What you are asked to do: Copy the entries below exactly; any picture among them should be left out.

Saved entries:
--------
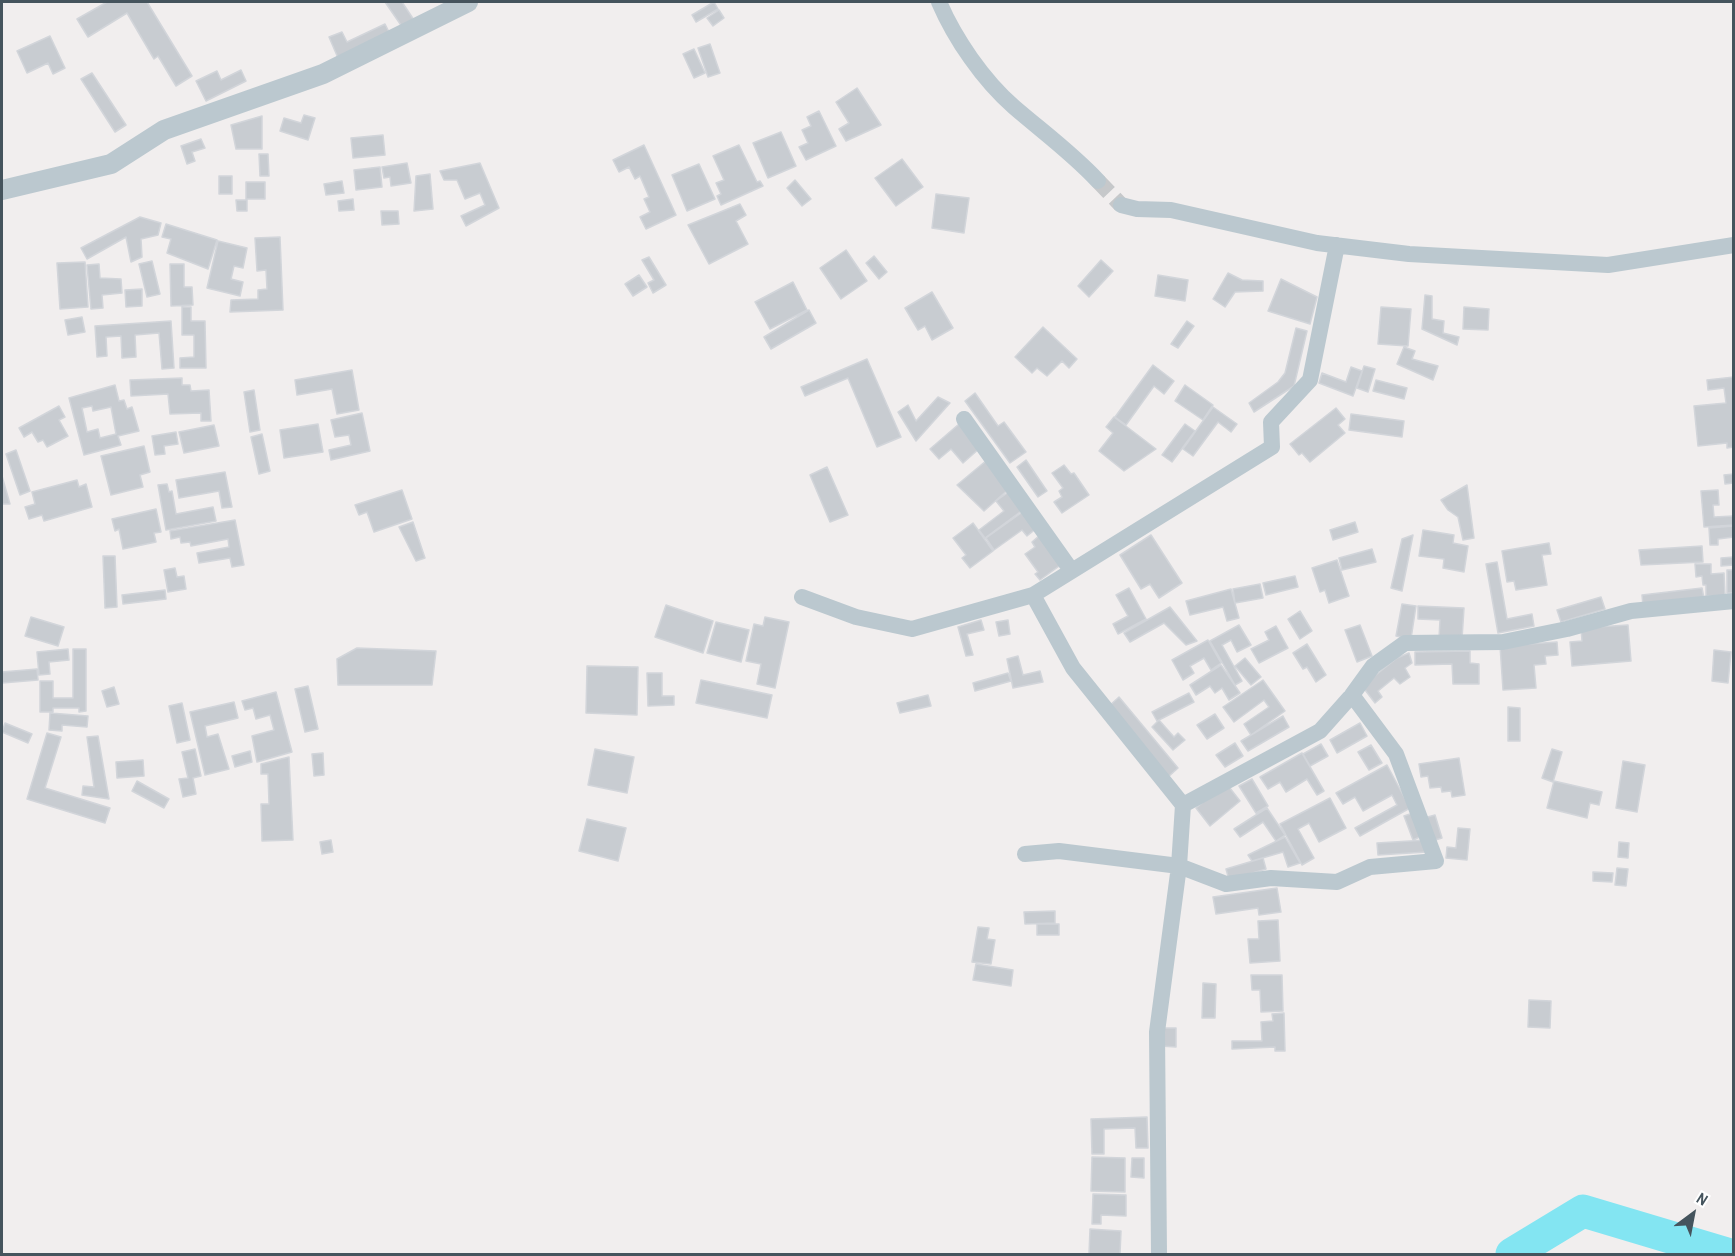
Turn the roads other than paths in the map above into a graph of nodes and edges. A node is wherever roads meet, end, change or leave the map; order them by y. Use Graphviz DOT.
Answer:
graph roads {
  1 [pos="468,2"];
  2 [pos="939,2"];
  3 [pos="1098,181"];
  4 [pos="2,190"];
  5 [pos="1121,205"];
  6 [pos="1337,245"];
  7 [pos="1734,245"];
  8 [pos="964,419"];
  9 [pos="1071,570"];
  10 [pos="1033,595"];
  11 [pos="802,597"];
  12 [pos="1734,601"];
  13 [pos="1352,695"];
  14 [pos="1183,805"];
  15 [pos="1026,854"];
  16 [pos="1179,866"];
  17 [pos="1159,1254"];
  1 -- 4 [label="street"];
  2 -- 3 [label="street"];
  5 -- 6 [label="street"];
  6 -- 7 [label="street"];
  6 -- 9 [label="street"];
  8 -- 9 [label="street"];
  9 -- 10 [label="street"];
  10 -- 11 [label="street"];
  10 -- 14 [label="street"];
  12 -- 13 [label="street"];
  13 -- 14 [label="street"];
  13 -- 16 [label="street"];
  14 -- 16 [label="street"];
  15 -- 16 [label="street"];
  16 -- 17 [label="street"];
}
--------
Problem solution:
Turn the roads other than paths in the map above into a graph of nodes and edges. A node is wherever roads meet, end, change or leave the map; order them by y. Use Graphviz DOT.
Answer:
graph roads {
  1 [pos="468,2"];
  2 [pos="939,2"];
  3 [pos="1098,181"];
  4 [pos="2,190"];
  5 [pos="1121,205"];
  6 [pos="1337,245"];
  7 [pos="1734,245"];
  8 [pos="964,419"];
  9 [pos="1071,570"];
  10 [pos="1033,595"];
  11 [pos="802,597"];
  12 [pos="1734,601"];
  13 [pos="1352,695"];
  14 [pos="1183,805"];
  15 [pos="1026,854"];
  16 [pos="1179,866"];
  17 [pos="1159,1254"];
  1 -- 4 [label="street"];
  2 -- 3 [label="street"];
  5 -- 6 [label="street"];
  6 -- 7 [label="street"];
  6 -- 9 [label="street"];
  8 -- 9 [label="street"];
  9 -- 10 [label="street"];
  10 -- 11 [label="street"];
  10 -- 14 [label="street"];
  12 -- 13 [label="street"];
  13 -- 14 [label="street"];
  13 -- 16 [label="street"];
  14 -- 16 [label="street"];
  15 -- 16 [label="street"];
  16 -- 17 [label="street"];
}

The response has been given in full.